* RECORDS
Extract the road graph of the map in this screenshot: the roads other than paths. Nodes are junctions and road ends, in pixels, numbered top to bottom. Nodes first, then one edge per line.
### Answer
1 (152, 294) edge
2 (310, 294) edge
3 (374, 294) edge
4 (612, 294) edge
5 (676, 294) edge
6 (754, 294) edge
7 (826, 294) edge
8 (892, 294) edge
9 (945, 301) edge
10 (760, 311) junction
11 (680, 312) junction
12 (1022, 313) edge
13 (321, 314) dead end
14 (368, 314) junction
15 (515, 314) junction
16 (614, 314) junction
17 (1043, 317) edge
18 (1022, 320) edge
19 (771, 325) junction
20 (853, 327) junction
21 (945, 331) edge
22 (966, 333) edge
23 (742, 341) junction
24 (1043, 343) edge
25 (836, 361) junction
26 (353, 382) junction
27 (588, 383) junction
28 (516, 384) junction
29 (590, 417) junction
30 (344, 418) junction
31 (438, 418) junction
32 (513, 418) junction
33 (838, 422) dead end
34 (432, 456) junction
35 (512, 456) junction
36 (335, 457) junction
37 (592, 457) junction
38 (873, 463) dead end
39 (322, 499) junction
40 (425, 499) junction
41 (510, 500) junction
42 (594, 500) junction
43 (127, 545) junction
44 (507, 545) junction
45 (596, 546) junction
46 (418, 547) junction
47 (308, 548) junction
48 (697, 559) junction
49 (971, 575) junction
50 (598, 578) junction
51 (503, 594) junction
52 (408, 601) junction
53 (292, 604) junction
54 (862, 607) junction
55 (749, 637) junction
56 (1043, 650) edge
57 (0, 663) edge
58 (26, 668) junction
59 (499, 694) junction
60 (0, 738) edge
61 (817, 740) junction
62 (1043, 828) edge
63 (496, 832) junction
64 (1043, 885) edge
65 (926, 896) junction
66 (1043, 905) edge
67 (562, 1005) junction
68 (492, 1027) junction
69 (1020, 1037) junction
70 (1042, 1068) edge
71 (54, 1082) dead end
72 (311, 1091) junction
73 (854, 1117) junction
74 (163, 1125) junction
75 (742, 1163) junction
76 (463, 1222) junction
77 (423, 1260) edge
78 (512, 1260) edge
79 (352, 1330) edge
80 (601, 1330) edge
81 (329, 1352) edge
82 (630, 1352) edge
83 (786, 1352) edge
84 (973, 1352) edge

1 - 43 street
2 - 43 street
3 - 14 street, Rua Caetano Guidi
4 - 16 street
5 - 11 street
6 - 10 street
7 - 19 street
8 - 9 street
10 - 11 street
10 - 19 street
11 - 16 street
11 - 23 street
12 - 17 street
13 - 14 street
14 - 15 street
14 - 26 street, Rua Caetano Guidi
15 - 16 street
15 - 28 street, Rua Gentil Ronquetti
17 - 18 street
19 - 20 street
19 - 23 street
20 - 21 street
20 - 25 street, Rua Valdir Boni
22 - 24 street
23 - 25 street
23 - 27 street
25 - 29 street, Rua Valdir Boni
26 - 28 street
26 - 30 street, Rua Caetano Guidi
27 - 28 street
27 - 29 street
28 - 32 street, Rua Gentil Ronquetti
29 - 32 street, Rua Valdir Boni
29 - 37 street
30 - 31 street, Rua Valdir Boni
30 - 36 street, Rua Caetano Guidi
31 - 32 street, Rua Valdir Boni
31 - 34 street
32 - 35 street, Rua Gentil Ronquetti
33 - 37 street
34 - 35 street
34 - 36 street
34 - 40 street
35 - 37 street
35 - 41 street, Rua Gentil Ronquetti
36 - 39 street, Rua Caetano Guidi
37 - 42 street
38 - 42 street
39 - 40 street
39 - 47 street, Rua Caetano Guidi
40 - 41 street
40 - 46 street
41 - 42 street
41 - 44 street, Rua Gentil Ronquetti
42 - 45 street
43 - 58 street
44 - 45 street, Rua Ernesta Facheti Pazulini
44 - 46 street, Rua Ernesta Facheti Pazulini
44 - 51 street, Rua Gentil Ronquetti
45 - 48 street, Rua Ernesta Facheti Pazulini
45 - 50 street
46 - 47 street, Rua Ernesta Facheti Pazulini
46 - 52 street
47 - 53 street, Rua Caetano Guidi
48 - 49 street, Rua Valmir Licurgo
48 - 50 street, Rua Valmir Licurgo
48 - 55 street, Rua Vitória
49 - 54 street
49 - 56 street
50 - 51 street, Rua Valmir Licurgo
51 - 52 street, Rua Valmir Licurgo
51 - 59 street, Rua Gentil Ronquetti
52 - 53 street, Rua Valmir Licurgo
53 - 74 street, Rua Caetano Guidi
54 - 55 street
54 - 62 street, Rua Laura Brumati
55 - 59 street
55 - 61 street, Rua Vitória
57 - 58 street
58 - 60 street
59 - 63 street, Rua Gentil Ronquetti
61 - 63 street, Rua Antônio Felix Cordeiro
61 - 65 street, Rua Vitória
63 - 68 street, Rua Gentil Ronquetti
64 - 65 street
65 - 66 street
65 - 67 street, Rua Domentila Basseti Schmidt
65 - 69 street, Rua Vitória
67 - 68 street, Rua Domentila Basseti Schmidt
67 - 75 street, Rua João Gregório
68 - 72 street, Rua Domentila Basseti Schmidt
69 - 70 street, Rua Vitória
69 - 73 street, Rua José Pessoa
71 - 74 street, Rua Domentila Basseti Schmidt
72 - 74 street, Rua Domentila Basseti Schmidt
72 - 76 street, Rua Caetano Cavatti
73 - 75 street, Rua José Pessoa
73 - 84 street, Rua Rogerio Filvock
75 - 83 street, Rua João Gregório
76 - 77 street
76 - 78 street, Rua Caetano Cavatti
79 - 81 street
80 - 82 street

* EXERCISE INSTRUCTIONS
Reply with a number alone, the number of lines of the records that hold the word "Vitória".

* SOLUTION TO THIS EXERCISE
5